Laboratory Diagnosis of Meningococcal Infections

  • Nasopharyngeal swabs and blood samples are taken for culture. Specimens of cerebrospinal fluid (CSF) and skin petechiac biopsy are taken for microscopy, culture, and microbial antigen detection.
  • Meningococcal antigens can be rapidly determined in CSF by precipitation or ELISA test.
  • Microbial DNA in CSF is detected by molecular genetic tests (PCR).
  • Microscopy of gram-stained slides with the samples of centrifuged cerebrospinal fluid detects typical gram-negative bean-shaped diplococci within polymorphonuclear leukocytes (incomplete phagocytosis) or extracellularly.
  • Cultivation of clinical specimens is performed in serum, ascitic or blood agar, supplemented with antibiotics, suppressing gram-positive microflora (vancomycin, amphotericin or ristomycin). After incubation for 48 h in aerobic atmosphere with 5-10% CO2 pure cultures of meningococci can be recovered from CSF or blood.
  • The bacteria are further identified by carbohydrate fermentation and agglutination with group and type-specific sera.
  • Antibodies to meningococcal polysaccharides (serological diagnosis) can be measured by latex agglutination or ELISA. Test for antibodies is elaborated mainly in cases of unclear meningococcal infection.

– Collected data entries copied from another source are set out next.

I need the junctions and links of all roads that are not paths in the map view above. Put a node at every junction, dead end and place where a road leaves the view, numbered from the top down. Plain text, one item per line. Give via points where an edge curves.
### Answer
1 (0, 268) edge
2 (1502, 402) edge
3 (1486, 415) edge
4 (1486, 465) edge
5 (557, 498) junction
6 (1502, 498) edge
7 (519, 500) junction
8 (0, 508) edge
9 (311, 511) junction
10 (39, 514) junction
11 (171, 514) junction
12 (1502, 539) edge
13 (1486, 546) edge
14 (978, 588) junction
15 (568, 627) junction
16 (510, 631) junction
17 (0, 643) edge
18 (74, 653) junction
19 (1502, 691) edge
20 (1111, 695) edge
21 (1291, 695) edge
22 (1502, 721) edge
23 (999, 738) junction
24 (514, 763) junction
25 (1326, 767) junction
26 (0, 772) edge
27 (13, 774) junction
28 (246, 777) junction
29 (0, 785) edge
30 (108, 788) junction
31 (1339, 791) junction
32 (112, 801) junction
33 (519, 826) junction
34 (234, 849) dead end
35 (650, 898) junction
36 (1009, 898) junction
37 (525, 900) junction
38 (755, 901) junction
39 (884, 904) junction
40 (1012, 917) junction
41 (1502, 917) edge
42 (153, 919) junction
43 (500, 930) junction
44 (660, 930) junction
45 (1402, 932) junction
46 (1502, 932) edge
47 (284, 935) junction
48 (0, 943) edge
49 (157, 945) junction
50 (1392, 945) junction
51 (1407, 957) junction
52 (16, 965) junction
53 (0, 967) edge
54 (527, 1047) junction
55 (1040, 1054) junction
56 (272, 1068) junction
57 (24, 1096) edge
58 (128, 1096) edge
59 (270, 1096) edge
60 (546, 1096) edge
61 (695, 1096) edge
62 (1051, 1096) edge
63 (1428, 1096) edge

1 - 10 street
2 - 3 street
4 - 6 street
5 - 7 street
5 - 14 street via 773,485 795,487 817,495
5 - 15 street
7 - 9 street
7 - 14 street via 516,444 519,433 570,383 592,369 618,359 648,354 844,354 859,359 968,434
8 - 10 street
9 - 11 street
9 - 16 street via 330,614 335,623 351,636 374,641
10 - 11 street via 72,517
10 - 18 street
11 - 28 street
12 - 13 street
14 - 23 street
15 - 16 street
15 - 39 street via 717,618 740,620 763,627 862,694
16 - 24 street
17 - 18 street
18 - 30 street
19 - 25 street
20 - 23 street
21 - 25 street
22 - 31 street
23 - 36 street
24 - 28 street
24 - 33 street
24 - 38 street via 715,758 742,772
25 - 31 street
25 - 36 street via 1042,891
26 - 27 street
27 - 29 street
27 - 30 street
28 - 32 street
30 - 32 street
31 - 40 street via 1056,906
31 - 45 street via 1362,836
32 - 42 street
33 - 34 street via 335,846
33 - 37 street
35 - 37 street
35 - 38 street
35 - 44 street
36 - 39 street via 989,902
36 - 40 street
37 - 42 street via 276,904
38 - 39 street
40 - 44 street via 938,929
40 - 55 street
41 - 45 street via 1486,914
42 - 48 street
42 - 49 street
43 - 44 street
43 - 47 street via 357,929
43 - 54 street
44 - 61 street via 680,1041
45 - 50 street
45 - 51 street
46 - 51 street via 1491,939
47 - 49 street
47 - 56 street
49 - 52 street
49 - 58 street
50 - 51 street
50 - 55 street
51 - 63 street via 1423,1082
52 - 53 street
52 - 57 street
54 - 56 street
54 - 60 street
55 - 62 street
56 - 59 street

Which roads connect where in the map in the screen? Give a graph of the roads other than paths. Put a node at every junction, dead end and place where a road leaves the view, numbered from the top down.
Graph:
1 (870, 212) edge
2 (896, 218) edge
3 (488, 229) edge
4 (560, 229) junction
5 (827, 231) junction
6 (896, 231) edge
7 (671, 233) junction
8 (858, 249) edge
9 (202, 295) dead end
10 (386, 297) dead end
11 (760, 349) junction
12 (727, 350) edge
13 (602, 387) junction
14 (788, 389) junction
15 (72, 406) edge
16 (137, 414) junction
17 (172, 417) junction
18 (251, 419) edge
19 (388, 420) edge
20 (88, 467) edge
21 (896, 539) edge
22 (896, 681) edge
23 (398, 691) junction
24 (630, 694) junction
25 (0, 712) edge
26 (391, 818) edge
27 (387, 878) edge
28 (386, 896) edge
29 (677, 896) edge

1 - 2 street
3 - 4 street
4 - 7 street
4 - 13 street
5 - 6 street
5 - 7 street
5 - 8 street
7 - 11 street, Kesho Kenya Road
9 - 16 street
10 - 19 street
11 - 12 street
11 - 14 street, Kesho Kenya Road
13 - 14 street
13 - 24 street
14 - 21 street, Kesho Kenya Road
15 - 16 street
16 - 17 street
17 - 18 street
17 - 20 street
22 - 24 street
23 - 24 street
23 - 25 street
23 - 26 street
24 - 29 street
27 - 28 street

Treatment and Prophylaxis of Meningococcal Infections

  • Taking into account the fulminant character of disseminated meningococcal infection, it is generally accepted that the therapy should never be delayed by diagnostic procedures, and antibiotics are the cornerstone of treatment.
  • Beta-lactam antibiotics (penicillin G or third-generation cephalosporins) are the drugs of choice for treatment of meningococcal disease. Azalides or chloramphenicol can be used in allergic persons.
  • Treatment of shock includes fluid resuscitation, administration of glucocorticoids, transfusion of fresh-frozen plasma, mechanical lung ventilation if required.
  • For specific prophylaxis various polysaccharide chemical vaccines based on group A and С capsular antigens were developed.
  • Currently, a quadrivalent vaccine containing the antigens of serogroups A, C, W, and Y is available. Vaccination is highly effecient in the control of outbreaks and epidemics of meningococcal infection conferring the protective immunity at least for 2-3 years. However, vaccination doesn’t affect carriers.
  • The major drawback of these vaccines is the absence of activity against group В meningococci. It has been found, that group В polysaccharide mimics the human neuronal cell adhesion molecules; therefore, the use of group В capsular antigen for immunization elevates the risk of autoimmune response.
  • Now experimental group В vaccines based on meningococcal outer membrane proteins are under the clinical trials.